Every line of the material needs an exact copy, apart from the images.

--

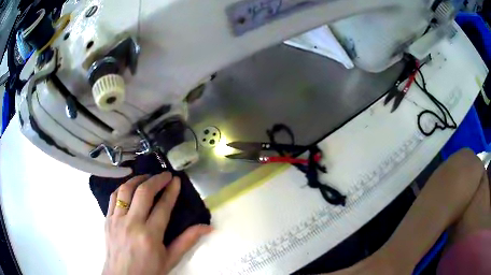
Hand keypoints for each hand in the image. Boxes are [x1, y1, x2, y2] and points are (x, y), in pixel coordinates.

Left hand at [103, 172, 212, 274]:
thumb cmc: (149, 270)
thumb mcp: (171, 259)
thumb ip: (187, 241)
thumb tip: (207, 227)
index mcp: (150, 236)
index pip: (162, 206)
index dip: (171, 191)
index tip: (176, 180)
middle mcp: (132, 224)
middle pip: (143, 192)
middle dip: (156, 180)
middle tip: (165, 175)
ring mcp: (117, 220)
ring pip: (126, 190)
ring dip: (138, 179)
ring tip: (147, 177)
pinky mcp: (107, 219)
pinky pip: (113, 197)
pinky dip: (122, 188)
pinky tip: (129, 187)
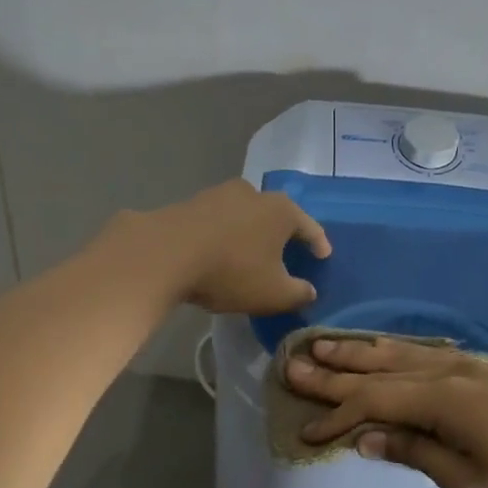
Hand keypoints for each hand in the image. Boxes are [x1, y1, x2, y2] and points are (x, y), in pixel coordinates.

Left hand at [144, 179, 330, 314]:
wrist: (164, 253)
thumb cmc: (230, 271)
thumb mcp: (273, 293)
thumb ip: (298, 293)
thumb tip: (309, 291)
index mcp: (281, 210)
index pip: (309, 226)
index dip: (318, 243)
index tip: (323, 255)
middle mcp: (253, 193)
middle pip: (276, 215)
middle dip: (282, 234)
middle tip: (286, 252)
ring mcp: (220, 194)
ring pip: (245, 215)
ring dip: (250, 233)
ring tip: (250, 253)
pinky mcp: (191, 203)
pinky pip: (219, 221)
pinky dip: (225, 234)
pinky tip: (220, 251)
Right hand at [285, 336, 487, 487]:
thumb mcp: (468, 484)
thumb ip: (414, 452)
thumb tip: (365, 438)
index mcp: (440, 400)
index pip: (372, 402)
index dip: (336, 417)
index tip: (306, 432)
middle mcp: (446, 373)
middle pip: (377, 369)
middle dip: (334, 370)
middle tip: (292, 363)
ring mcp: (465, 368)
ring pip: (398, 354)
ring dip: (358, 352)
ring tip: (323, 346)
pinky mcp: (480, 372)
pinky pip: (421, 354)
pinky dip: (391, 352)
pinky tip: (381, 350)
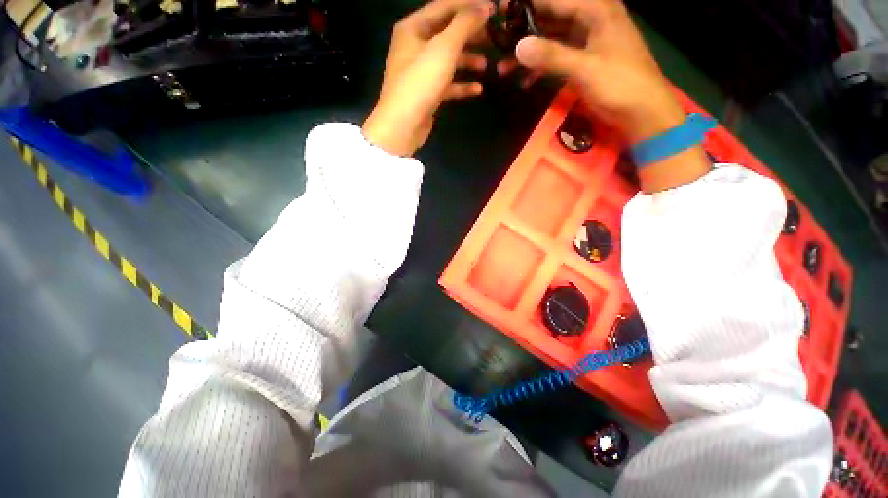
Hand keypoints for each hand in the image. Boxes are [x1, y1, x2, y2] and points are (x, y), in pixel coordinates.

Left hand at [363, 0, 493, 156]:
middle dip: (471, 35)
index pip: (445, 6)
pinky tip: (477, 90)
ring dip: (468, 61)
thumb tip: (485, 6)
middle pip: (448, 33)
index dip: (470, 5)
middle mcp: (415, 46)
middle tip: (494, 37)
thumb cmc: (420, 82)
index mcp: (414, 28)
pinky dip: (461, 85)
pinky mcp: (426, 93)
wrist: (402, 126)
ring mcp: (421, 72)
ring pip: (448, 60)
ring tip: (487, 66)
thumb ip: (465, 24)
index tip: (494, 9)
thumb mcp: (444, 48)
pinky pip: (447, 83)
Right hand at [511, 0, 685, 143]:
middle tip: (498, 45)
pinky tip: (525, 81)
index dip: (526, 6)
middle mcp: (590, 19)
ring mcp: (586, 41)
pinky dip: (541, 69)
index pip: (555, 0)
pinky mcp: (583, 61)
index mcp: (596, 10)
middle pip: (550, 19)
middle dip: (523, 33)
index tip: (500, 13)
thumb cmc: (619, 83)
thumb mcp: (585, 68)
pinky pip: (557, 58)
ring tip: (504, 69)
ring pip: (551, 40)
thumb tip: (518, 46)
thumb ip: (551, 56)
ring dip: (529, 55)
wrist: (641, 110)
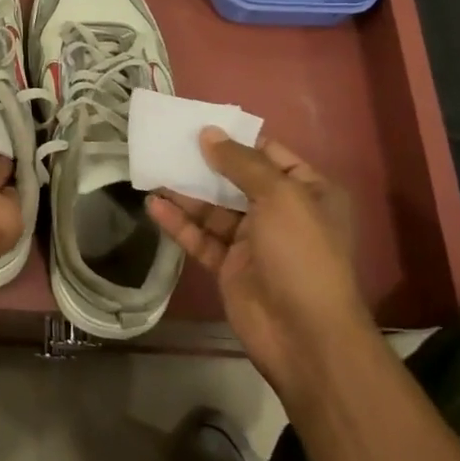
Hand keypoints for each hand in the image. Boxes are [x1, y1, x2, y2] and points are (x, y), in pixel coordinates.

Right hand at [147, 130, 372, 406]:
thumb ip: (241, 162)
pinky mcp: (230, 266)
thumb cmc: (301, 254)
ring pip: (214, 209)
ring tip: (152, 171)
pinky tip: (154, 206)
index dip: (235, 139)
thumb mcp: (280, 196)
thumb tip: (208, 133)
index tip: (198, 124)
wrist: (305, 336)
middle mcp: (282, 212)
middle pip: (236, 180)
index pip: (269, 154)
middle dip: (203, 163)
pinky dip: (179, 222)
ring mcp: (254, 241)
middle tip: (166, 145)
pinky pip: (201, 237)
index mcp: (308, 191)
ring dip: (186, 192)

--

§ **RESPONSE BELOW**
Hand keypoints for each hand in the image. Boxes are [x1, y1, x2, y2] and points are (x, y), in pixel coordinates.

Left hand at [103, 172, 212, 274]:
thumb cmc: (149, 270)
thumb mcp: (171, 259)
thumb ip: (187, 241)
thumb tip: (207, 227)
index mcp: (150, 236)
index pip: (162, 206)
index dip: (171, 191)
index tip: (176, 180)
middle mcp: (132, 224)
middle pip: (143, 192)
middle dip: (156, 180)
middle tip: (165, 175)
ring mcp: (117, 220)
ring pip: (126, 190)
ring dip: (138, 179)
ring tip: (147, 177)
pinky mcp: (107, 219)
pinky pip: (113, 197)
pinky dip: (122, 188)
pinky tip: (129, 187)
Hand keypoints for each hand in the image. Boxes are [x1, y1, x2, y2] and points are (x, y), in pixel coordinates.

Left hand at [144, 179, 330, 314]:
wrist: (164, 253)
thumb cmc: (230, 271)
thumb mcp: (273, 293)
thumb ip: (298, 293)
thumb tip: (309, 291)
index mcp: (281, 210)
index pip: (309, 226)
index dip: (318, 243)
index tip: (323, 255)
middle mcp: (253, 193)
middle pip: (276, 215)
middle dip: (282, 234)
middle tip: (286, 252)
ring mcp: (220, 194)
ring pip: (245, 215)
ring dip: (250, 233)
ring tip: (250, 253)
pinky mcp: (191, 203)
pinky pip: (219, 221)
pinky dip: (225, 234)
pinky tip: (220, 251)
Right hand at [285, 336, 487, 487]:
thumb mcp: (468, 484)
thumb ip: (414, 452)
thumb tip: (365, 438)
index mcp: (440, 400)
index pip: (372, 402)
index dip: (336, 417)
index tip: (306, 432)
middle mcp: (446, 373)
middle pip: (377, 369)
middle dip: (334, 370)
middle tip: (292, 363)
ring mcp: (465, 368)
ring pip: (398, 354)
ring dip: (358, 352)
ring tip: (323, 346)
pinky mcp: (480, 372)
pinky pip: (421, 354)
pinky dip: (391, 352)
pinky tip: (381, 350)
Hand keypoints for each hand in the image. Boxes are [x1, y1, x2, y2] and points are (x, y), in pixel coordinates.

Left hand at [363, 0, 493, 156]:
middle dip: (471, 35)
index pip: (445, 6)
pinky tip: (477, 90)
ring dip: (468, 61)
thumb tip: (485, 6)
middle pip: (448, 33)
index dip: (470, 5)
middle mcp: (415, 46)
middle tip: (494, 37)
thumb cmc: (420, 82)
index mcp: (414, 28)
pinky dip: (461, 85)
pinky mcp: (426, 93)
wrist: (402, 126)
ring mcp: (421, 72)
ring pip: (448, 60)
ring tip: (487, 66)
thumb ip: (465, 24)
index tip: (494, 9)
thumb mcp: (444, 48)
pinky pip: (447, 83)
Right hand at [511, 0, 685, 143]:
middle tip: (498, 45)
pinky tip: (525, 81)
index dip: (526, 6)
middle mcp: (590, 19)
ring mcp: (586, 41)
pinky dip: (541, 69)
index pip: (555, 0)
pinky mcp: (583, 61)
index mcp: (596, 10)
middle pip: (550, 19)
middle dip: (523, 33)
index tip: (500, 13)
thumb cmc: (619, 83)
thumb mcp: (585, 68)
pinky pip: (557, 58)
ring tip: (504, 69)
ring pip: (551, 40)
thumb tip: (518, 46)
thumb ip: (551, 56)
ring dip: (529, 55)
wrist: (641, 110)
Hand keypoints for each hand in the image. Boxes are [x1, y1, x2, y2] and points are (x, y), in pixel coordinates.

Right hand at [147, 130, 372, 406]:
thumb ip: (241, 162)
pinky mcp: (230, 266)
thumb cmc: (301, 254)
ring pip: (214, 209)
ring tip: (152, 171)
pinky tip: (154, 206)
index dip: (235, 139)
thumb mcp: (280, 196)
thumb tip: (208, 133)
index tip: (198, 124)
wrist: (305, 336)
middle mcp: (282, 212)
middle pip: (236, 180)
index pip: (269, 154)
middle dip: (203, 163)
pinky dip: (179, 222)
ring mcp: (254, 241)
middle tip: (166, 145)
pinky pip: (201, 237)
index mcp: (308, 191)
ring dip: (186, 192)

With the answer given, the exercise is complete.